Currently, the ideal anticoagulation regimen for non-critically ill patients with COVID-19 is controversial1. The guidelines for prescription of anticoagulant drugs changed many times since the beginning of this pandemic. The latest evidence suggests that the benefit of therapeutic anticoagulation is clearer in the early stages of the disease, namely in non-critically ill, while prophylactic anticoagulation is more suitable in critically ill patients18,19. However, higher levels of anticoagulation increase the risk of bleeding which is sometimes serious. Hence, it is essential to select the level of anticoagulation meticulously and to find more tools which can guide this critical decision. Our findings suggest that patients with severe COVID-19 and IMPROVE score > 2 or IMPROVE-DD score > 3 have high risk of clinical worsening with positive predictive values of 94% and 87%, respectively. An IMPROVE score > 2 and IMPROVE-DD score > 4 have positive predictive value for in-hospital mortality of 94%. Our findings would improve the process of triaging and early detection of critical patients; furthermore, our findings might guide the decision regarding the level of anticoagulation in non-critically ill patients with COVID-19 such as providing more liberal anti-coagulation in high-risk patients and being more conservative in low-risk patients especially if they have high bleeding risk. Future studies are needed to evaluate the usefulness of incorporating those scores in clinical decision regarding the reduction of risk of clinical worsening and mortality.

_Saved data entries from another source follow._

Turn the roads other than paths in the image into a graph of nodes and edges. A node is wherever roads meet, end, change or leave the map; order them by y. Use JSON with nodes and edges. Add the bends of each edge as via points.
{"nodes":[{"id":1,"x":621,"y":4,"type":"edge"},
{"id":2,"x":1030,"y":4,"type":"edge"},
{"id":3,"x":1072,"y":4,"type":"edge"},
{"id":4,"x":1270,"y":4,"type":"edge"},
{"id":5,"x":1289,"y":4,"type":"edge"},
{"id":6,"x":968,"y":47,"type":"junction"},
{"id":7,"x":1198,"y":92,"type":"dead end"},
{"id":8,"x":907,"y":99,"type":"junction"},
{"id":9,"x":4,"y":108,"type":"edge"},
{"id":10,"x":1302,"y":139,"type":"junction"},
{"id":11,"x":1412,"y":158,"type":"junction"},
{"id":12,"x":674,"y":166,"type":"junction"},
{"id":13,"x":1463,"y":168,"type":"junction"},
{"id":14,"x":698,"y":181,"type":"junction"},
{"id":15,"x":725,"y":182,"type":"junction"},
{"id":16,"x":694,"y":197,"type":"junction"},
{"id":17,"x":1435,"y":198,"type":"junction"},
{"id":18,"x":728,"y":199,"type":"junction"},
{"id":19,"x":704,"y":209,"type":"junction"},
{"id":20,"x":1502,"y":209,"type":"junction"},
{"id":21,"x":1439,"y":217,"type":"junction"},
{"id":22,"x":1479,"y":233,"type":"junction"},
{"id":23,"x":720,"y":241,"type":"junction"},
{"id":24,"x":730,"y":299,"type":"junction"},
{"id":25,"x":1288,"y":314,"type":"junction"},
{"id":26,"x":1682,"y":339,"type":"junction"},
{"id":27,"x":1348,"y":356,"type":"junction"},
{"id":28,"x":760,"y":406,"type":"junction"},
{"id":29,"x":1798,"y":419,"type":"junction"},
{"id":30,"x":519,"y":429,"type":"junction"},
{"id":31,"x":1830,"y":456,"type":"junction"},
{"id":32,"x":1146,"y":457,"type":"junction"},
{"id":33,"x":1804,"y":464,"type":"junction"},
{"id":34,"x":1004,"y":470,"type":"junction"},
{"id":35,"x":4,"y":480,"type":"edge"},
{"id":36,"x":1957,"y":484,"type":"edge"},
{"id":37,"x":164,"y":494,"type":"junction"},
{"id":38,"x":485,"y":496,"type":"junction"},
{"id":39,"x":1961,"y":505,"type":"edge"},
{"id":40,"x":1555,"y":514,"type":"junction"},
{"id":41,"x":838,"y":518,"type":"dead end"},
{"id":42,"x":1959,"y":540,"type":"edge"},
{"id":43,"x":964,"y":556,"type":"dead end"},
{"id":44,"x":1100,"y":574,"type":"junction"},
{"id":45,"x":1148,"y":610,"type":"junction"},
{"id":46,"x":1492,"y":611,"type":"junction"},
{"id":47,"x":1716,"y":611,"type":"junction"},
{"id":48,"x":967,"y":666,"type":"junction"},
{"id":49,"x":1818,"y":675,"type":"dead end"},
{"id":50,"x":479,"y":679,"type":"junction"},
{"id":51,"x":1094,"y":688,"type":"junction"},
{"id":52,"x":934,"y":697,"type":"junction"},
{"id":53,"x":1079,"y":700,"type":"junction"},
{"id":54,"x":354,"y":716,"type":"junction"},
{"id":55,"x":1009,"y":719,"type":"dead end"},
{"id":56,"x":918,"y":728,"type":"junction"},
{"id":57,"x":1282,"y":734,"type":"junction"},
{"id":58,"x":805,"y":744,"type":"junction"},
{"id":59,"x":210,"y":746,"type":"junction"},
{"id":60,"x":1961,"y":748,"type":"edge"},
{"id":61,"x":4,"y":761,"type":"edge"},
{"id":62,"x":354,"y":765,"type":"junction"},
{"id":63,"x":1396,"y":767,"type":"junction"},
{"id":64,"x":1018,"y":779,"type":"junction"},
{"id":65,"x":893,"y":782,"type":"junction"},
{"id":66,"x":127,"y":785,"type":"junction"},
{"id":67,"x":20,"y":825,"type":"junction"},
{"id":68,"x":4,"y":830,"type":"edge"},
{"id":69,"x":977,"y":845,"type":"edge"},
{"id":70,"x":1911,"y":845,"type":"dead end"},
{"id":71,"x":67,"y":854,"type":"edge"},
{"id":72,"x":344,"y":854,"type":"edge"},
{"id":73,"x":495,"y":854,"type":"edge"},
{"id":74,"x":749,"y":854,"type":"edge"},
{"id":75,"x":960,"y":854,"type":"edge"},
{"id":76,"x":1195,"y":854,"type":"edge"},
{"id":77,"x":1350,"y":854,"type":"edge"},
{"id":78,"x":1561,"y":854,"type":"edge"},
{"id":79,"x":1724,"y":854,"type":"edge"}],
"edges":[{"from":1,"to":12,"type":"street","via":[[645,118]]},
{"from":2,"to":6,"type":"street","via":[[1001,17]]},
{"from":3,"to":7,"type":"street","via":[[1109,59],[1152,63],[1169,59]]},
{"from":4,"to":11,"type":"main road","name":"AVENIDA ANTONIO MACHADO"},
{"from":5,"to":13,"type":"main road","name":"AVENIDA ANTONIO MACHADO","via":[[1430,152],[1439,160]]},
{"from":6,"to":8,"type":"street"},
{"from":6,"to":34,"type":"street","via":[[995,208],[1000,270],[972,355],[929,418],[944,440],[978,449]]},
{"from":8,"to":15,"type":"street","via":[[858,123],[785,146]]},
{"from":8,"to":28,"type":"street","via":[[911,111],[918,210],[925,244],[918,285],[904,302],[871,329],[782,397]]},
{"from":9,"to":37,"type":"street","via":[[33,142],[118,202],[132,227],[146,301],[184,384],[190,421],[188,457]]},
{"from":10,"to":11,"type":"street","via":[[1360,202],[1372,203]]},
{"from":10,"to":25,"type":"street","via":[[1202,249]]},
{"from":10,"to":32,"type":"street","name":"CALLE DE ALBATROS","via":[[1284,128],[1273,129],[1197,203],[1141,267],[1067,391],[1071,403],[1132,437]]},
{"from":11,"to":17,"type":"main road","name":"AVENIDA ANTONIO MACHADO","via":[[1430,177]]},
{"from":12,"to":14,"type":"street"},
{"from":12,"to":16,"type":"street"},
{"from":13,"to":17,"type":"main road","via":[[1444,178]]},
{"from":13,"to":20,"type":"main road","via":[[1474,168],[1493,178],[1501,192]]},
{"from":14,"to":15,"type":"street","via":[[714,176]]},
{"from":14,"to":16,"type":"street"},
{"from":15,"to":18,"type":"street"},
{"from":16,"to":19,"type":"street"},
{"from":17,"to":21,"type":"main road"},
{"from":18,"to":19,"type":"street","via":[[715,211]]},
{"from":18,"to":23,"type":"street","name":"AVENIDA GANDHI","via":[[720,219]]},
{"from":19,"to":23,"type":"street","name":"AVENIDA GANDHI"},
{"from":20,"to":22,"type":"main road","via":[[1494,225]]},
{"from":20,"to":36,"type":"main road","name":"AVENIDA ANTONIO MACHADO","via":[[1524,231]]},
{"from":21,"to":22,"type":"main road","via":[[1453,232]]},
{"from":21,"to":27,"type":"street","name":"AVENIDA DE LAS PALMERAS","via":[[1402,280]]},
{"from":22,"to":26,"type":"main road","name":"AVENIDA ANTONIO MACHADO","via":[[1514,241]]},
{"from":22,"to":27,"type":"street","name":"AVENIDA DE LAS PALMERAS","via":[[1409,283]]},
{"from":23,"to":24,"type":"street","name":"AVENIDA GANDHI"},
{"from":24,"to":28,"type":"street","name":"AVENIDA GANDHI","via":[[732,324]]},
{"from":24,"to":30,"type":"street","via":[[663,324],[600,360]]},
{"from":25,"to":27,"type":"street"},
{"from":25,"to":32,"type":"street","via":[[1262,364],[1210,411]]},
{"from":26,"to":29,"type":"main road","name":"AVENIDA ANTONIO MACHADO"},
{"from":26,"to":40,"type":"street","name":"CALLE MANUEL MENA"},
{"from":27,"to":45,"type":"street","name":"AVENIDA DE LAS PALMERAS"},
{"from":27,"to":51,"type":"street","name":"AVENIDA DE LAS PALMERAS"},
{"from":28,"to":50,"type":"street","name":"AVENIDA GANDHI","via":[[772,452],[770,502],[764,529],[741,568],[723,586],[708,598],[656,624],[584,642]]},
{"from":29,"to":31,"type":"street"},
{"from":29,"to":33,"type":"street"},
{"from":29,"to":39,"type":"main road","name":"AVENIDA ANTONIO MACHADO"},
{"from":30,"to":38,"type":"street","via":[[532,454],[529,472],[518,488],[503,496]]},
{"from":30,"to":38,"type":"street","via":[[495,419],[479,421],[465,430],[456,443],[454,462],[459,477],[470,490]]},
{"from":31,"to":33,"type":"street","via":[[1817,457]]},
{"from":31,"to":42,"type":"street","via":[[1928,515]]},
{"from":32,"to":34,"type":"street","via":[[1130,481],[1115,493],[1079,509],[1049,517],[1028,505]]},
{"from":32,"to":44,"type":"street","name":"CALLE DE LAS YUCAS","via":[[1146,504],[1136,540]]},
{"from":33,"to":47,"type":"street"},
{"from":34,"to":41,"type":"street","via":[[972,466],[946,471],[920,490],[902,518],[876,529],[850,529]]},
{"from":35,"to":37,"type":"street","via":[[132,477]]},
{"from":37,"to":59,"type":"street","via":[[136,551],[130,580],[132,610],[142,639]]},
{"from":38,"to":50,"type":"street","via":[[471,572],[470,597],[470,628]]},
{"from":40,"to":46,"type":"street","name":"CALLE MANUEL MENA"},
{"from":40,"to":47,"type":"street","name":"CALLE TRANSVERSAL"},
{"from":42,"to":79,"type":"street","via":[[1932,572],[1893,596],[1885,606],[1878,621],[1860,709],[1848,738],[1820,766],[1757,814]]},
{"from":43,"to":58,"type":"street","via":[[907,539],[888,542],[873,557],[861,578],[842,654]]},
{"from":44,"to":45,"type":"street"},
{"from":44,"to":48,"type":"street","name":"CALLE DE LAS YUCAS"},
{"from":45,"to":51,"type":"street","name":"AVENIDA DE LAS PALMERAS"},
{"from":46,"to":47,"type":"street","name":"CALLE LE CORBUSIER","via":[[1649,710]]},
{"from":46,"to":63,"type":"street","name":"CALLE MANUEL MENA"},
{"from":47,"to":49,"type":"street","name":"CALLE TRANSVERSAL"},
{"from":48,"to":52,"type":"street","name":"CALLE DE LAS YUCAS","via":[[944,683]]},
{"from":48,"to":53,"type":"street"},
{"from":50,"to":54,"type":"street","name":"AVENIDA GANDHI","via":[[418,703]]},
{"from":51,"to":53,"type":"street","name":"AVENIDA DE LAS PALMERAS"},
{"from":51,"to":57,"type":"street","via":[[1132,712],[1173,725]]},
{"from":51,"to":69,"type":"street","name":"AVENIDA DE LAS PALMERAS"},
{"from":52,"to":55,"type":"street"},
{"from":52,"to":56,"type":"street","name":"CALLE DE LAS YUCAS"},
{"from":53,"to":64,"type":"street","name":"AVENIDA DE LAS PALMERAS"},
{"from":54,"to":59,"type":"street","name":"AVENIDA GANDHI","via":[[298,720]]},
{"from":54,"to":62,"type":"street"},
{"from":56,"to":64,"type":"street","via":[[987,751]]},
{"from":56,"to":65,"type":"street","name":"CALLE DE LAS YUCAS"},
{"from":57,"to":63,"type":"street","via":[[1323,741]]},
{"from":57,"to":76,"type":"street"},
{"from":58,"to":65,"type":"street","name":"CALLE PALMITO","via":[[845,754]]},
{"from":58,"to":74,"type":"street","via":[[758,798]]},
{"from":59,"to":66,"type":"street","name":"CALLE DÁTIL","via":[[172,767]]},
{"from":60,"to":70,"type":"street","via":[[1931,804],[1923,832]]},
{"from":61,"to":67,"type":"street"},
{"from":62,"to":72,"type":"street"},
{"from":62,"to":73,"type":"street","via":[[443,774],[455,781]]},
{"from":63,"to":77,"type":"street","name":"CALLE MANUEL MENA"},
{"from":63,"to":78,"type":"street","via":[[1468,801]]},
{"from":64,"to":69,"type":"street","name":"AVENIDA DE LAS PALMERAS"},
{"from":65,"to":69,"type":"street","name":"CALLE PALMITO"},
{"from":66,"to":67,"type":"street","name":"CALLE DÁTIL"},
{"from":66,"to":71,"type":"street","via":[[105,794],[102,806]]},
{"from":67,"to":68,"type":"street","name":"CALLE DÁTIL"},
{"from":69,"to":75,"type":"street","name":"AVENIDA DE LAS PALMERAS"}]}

Our study has a limitation for being conducted in one university, however, it has the advantage of being conducted in three separate ICUs which are completely different in their location (in different hospitals) and staff members. This provides our findings more generalizability. In the current study, the optimum cut-off value and subsequently the corresponding predictive values were derived from the AUC analysis of the included cohort; future studies are needed to validate these values.

Conclusion

In patients with severe COVID-19, IMPROVE and IMPROVE-DD scores showed excellent ability to predict in-hospital mortality and clinical worsening. The two scores predicted in-hospital mortality with a PPV of 94% and a NPV 93% and 91%, respectively. The IMPROVE-DD score and SpO2 were independent risk factors for clinical worsening and in-hospital mortality.